The biological significance of either accumulation or depletion of serum trace elements and heavy metals is largely unknown. Several studies link increased and decreased levels of various trace elements with cardiovascular disease in subjects without renal disease. It is reported that minor elevations in blood lead levels are associated with hypertension, cardiovascular morbidity, and electrocardiographic changes in healthy people [2022]. Cadmium is reported to be an independent risk factor for early atherosclerotic vessel wall thickening in healthy subjects [23]. So far, there are not any data concerning the cardiovascular effects of these trace elements among HD patients. In our study, we found independent effects of Cd and Pb as well as Mg and Cu/Zn ratio on carotid atherosclerosis. The precise mechanisms by which these substances are increased in the serums of HD patients should be further investigated in order to prevent the acceleration of cardiovascular disease in this population. Excess dietary intake, inadequate removal by dialysis, and the composition of the source water used for HD may be potential mechanisms for accumulation.

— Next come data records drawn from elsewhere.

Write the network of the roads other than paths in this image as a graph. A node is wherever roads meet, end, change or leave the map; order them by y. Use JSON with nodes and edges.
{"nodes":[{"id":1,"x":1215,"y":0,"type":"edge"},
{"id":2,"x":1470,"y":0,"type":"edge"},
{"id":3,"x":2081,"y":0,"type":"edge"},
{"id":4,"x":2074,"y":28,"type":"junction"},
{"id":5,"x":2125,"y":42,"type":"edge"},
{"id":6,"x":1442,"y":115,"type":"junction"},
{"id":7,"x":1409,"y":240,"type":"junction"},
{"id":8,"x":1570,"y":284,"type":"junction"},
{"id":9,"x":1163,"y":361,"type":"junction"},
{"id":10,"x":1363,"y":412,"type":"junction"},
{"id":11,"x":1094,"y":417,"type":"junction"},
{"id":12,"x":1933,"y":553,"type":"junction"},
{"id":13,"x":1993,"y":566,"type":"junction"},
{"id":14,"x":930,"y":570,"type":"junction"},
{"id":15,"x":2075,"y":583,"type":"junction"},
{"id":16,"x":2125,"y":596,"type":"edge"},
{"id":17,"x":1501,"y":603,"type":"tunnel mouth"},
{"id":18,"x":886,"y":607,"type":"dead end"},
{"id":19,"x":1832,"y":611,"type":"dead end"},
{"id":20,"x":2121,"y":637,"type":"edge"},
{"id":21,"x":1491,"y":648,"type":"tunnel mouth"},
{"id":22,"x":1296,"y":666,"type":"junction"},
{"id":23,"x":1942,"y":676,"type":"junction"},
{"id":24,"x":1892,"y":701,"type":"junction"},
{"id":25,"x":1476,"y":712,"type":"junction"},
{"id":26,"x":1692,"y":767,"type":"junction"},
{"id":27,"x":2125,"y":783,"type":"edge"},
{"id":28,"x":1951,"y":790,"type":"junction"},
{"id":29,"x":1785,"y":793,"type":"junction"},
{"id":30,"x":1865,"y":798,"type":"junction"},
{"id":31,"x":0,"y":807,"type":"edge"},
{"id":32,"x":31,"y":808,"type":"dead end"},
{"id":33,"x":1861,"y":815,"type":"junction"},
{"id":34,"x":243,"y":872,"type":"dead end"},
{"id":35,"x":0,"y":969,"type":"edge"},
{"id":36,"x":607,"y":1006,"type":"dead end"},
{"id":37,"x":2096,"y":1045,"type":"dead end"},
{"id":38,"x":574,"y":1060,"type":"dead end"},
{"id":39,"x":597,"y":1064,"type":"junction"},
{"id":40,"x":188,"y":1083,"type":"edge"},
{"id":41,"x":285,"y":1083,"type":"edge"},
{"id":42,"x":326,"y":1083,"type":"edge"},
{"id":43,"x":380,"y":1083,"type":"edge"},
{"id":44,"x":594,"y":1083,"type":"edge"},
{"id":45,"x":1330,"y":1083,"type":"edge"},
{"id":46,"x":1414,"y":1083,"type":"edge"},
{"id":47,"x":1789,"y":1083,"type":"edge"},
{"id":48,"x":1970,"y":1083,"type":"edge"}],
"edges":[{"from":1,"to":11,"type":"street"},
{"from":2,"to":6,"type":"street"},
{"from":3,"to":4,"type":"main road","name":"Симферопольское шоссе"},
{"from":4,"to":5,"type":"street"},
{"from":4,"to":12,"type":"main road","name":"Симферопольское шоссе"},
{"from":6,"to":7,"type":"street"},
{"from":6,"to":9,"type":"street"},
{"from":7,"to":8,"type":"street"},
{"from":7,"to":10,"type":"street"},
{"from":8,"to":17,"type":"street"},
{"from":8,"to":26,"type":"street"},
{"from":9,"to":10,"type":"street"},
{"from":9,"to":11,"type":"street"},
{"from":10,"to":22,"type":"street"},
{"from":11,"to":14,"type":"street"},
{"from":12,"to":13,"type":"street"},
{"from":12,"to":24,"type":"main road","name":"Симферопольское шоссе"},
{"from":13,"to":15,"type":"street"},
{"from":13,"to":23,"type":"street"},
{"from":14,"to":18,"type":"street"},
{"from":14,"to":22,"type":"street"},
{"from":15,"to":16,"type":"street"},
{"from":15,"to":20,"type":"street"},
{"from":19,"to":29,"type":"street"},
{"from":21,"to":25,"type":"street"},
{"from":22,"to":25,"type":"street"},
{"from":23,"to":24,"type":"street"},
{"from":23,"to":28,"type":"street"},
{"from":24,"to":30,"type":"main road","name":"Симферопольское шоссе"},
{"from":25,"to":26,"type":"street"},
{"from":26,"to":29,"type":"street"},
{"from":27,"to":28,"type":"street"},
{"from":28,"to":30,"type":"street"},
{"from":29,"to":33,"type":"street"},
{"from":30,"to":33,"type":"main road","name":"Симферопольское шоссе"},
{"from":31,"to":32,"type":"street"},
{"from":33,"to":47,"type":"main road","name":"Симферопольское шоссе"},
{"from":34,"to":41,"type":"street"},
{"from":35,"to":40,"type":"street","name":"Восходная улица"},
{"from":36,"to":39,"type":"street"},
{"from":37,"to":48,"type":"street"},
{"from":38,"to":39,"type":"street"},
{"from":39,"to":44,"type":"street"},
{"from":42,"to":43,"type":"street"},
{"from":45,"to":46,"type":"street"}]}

Our results are particularly different from the findings of Tzanakis et al. who reported that intra- and extracellular magnesium levels may play an important protective role in the development and/or acceleration of arterial atherosclerosis in patients with chronic renal failure [24]. The difference between our study and that of Tzanakis et al. may have resulted from difference(s) between demographic characters and laboratory discrepancy of the study groups. Our study population was homogeneous for the confounders of classical cardiovascular risk factors, such as diabetes, hypertension, hyperlipidemia and smoking status, and non-classical cardiovascular risk factors such as serum levels of Ca, P, CaXP product, and PTH. We showed that serum Mg levels were positively correlated with carotid artery atherosclerosis in normocalcemic, normophosphatemic patients. Although an absolute or a relative Mg depletion may be a non-traditional cardiovascular risk factor in HD patients [24], according to our results, hypermagnesemia (serum Mg level > 1.5 mEq/L) may also be another non-traditional cardiovascular risk factor in these patients. Chronic kidney disease and particularly ESRD is the only clinical condition where sustained hypermagnesemia may occur and net Mg balance may be positive. Further studies are needed to assess the role of Mg on accelerated atherosclerosis in ESRD patients.

In conclusion, present data show that serum levels of Mg, Cd, Pb, and Cu/Zn ratio are independently associated with carotid atherosclerosis in maintenance HD patients. The trace and toxic mineral status seems to play a role in the pathophysiology of accelerated atherosclerosis in HD patients. Further prospective, randomized, controlled studies are needed to determine the possible beneficial effects of supplementation or suspension of these elements on carotid artery atherosclerosis in these patients.